### To do
Throughout the listing below, copy each line containing "Calumet".

### Excerpted data

++++++++++++++++++++

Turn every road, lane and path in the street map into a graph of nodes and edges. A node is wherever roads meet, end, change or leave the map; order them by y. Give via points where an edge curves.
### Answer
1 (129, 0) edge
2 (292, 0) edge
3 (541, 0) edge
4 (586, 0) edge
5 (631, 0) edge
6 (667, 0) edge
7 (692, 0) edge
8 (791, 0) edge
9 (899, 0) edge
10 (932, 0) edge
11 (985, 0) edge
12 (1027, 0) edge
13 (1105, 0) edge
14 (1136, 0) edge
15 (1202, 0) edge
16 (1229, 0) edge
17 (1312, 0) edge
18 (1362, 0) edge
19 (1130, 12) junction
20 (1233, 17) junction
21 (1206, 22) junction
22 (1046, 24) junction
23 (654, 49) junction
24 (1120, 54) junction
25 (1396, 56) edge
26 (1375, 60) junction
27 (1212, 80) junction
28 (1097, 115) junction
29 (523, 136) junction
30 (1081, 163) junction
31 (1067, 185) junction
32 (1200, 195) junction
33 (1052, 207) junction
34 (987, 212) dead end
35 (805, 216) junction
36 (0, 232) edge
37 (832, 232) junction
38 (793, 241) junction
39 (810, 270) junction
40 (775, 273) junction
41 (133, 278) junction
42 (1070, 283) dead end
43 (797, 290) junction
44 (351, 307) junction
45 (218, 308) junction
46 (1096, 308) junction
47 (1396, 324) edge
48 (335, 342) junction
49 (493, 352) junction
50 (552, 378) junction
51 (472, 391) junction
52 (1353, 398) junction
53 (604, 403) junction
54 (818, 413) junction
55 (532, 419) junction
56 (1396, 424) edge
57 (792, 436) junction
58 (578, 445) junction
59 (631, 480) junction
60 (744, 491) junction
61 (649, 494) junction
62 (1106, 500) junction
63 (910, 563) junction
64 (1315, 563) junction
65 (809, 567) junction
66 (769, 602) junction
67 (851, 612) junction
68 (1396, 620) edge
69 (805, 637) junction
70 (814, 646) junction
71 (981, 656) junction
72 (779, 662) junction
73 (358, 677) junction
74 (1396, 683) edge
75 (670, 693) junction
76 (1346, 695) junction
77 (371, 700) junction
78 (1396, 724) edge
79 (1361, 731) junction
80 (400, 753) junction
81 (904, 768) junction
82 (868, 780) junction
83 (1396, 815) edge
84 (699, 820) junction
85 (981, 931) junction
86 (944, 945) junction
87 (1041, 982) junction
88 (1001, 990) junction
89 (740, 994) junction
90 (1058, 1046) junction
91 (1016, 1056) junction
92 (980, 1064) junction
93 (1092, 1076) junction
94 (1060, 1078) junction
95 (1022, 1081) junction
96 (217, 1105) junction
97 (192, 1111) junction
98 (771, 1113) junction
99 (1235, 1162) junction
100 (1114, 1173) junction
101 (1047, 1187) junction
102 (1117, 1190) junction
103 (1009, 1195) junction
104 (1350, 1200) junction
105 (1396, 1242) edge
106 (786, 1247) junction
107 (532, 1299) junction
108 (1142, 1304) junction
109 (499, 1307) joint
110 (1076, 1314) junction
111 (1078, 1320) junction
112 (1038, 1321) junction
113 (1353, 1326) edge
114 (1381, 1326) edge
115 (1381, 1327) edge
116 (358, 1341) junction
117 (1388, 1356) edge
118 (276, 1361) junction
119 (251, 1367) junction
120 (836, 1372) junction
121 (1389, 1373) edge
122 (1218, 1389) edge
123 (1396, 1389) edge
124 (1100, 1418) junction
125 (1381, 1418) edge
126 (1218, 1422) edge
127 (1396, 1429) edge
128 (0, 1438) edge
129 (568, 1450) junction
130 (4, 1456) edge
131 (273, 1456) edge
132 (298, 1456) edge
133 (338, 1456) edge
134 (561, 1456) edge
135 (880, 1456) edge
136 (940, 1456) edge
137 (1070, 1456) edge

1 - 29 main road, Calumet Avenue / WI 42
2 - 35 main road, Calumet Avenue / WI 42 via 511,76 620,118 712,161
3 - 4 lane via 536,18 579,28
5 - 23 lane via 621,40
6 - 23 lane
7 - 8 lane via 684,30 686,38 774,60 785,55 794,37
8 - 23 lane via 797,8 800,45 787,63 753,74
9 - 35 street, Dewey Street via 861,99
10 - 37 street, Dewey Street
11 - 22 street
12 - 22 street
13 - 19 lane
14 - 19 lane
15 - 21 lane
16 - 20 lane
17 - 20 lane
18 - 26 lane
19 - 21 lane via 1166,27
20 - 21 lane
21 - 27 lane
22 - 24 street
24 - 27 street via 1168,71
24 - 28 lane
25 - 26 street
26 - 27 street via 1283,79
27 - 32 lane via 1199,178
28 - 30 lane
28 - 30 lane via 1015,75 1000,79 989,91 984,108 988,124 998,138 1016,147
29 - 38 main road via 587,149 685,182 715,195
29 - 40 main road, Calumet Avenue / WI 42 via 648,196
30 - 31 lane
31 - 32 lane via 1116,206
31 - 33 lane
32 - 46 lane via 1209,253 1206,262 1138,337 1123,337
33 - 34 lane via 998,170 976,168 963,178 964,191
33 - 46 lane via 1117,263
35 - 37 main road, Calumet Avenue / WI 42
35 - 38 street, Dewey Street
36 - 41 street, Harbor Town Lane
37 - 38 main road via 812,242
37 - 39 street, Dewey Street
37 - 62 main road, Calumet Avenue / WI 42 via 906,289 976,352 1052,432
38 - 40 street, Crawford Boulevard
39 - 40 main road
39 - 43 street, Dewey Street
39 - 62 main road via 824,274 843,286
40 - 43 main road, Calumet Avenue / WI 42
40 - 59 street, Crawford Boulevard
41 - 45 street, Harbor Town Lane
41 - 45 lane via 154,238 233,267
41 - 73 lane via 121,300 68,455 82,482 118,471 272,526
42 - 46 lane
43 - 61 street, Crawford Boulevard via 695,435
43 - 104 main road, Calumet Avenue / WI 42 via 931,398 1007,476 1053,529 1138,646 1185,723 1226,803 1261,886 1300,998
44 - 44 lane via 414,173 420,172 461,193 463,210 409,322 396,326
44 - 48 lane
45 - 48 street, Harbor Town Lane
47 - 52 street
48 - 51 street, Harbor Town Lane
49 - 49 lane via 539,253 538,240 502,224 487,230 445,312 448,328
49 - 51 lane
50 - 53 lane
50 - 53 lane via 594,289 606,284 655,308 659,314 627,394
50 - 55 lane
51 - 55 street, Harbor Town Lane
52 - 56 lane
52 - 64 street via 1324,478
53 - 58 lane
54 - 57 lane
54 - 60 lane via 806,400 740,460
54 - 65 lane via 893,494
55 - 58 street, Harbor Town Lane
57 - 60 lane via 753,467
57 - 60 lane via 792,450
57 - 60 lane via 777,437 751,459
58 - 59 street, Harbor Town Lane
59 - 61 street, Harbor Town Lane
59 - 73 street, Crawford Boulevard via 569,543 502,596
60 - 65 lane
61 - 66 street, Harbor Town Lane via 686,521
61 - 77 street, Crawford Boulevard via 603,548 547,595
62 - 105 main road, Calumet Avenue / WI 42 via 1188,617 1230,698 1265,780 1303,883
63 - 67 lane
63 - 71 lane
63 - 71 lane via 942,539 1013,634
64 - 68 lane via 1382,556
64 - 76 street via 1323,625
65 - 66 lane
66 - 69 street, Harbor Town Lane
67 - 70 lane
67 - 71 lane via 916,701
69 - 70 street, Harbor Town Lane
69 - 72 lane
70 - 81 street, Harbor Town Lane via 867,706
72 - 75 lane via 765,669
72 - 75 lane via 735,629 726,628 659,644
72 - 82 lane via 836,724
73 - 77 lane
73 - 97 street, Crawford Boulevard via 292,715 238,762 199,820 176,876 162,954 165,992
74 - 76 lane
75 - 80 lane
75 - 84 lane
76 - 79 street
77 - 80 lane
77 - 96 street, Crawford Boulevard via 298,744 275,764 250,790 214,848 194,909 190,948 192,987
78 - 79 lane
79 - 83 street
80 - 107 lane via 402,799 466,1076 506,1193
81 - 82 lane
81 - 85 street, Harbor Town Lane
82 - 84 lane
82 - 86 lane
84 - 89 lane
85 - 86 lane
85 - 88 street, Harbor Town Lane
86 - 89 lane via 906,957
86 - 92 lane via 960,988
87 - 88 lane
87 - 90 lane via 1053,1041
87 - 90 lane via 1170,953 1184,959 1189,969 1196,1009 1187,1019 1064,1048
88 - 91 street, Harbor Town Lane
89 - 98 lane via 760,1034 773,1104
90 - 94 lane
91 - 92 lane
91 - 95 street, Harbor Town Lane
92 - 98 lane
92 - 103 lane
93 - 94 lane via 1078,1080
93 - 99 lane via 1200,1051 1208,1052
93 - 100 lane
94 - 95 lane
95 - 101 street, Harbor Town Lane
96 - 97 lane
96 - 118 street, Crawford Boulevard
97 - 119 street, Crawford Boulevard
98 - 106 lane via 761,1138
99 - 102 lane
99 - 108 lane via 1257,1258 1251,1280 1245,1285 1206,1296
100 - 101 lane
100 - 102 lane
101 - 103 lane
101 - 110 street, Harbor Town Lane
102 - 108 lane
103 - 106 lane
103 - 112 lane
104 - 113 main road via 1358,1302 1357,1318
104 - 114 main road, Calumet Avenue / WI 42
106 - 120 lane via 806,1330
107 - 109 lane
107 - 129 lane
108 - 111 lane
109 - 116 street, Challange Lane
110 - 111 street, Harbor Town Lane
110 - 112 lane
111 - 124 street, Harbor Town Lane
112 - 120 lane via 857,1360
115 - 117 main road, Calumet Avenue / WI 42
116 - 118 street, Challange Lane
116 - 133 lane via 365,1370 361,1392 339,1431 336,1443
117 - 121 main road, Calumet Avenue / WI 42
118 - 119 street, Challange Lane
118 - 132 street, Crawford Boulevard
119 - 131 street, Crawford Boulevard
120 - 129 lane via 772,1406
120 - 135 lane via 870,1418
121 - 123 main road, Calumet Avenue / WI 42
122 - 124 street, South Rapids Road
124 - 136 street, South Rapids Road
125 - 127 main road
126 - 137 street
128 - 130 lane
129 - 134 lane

++++++++++++++++++++

### Finished exercise
1 - 29 main road, Calumet Avenue / WI 42
2 - 35 main road, Calumet Avenue / WI 42 via 511,76 620,118 712,161
29 - 40 main road, Calumet Avenue / WI 42 via 648,196
35 - 37 main road, Calumet Avenue / WI 42
37 - 62 main road, Calumet Avenue / WI 42 via 906,289 976,352 1052,432
40 - 43 main road, Calumet Avenue / WI 42
43 - 104 main road, Calumet Avenue / WI 42 via 931,398 1007,476 1053,529 1138,646 1185,723 1226,803 1261,886 1300,998
62 - 105 main road, Calumet Avenue / WI 42 via 1188,617 1230,698 1265,780 1303,883
104 - 114 main road, Calumet Avenue / WI 42
115 - 117 main road, Calumet Avenue / WI 42
117 - 121 main road, Calumet Avenue / WI 42
121 - 123 main road, Calumet Avenue / WI 42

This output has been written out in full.